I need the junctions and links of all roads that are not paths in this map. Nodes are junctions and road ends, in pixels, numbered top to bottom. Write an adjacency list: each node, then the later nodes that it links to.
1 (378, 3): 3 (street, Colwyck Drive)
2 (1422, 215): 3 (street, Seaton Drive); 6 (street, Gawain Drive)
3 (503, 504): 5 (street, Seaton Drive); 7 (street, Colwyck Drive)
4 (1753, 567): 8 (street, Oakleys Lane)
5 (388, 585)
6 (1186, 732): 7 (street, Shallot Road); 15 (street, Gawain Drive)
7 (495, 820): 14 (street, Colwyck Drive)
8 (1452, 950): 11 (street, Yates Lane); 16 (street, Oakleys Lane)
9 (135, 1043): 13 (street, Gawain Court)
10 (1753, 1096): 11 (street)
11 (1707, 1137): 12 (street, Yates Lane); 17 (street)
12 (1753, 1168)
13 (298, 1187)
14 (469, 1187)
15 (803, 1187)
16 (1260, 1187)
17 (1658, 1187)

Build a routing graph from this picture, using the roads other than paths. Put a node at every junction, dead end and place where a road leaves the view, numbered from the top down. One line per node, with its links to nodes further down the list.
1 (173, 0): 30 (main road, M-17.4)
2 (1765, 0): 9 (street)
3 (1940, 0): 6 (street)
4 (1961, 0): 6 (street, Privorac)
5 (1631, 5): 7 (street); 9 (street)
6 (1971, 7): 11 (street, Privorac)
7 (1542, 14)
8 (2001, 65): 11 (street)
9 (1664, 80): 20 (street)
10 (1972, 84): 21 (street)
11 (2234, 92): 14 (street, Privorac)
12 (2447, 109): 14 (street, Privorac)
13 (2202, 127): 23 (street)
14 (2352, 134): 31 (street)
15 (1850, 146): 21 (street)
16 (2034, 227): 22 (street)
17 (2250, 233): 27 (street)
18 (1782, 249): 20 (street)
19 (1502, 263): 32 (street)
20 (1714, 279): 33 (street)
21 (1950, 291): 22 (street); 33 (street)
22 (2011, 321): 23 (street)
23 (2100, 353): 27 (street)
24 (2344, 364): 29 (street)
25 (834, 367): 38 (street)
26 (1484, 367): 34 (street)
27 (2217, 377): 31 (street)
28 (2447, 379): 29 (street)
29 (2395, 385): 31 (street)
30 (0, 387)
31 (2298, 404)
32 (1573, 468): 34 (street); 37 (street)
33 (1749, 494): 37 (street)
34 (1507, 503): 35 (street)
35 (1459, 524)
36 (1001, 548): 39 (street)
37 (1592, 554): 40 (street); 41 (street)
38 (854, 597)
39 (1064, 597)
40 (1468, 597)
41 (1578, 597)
____
* **Work required**
In the listing above, the lines from the one containing "Build a routing" through the last line are to be returned exactly.

* **Exercise result**
Build a routing graph from this picture, using the roads other than paths. Put a node at every junction, dead end and place where a road leaves the view, numbered from the top down. One line per node, with its links to nodes further down the list.
1 (173, 0): 30 (main road, M-17.4)
2 (1765, 0): 9 (street)
3 (1940, 0): 6 (street)
4 (1961, 0): 6 (street, Privorac)
5 (1631, 5): 7 (street); 9 (street)
6 (1971, 7): 11 (street, Privorac)
7 (1542, 14)
8 (2001, 65): 11 (street)
9 (1664, 80): 20 (street)
10 (1972, 84): 21 (street)
11 (2234, 92): 14 (street, Privorac)
12 (2447, 109): 14 (street, Privorac)
13 (2202, 127): 23 (street)
14 (2352, 134): 31 (street)
15 (1850, 146): 21 (street)
16 (2034, 227): 22 (street)
17 (2250, 233): 27 (street)
18 (1782, 249): 20 (street)
19 (1502, 263): 32 (street)
20 (1714, 279): 33 (street)
21 (1950, 291): 22 (street); 33 (street)
22 (2011, 321): 23 (street)
23 (2100, 353): 27 (street)
24 (2344, 364): 29 (street)
25 (834, 367): 38 (street)
26 (1484, 367): 34 (street)
27 (2217, 377): 31 (street)
28 (2447, 379): 29 (street)
29 (2395, 385): 31 (street)
30 (0, 387)
31 (2298, 404)
32 (1573, 468): 34 (street); 37 (street)
33 (1749, 494): 37 (street)
34 (1507, 503): 35 (street)
35 (1459, 524)
36 (1001, 548): 39 (street)
37 (1592, 554): 40 (street); 41 (street)
38 (854, 597)
39 (1064, 597)
40 (1468, 597)
41 (1578, 597)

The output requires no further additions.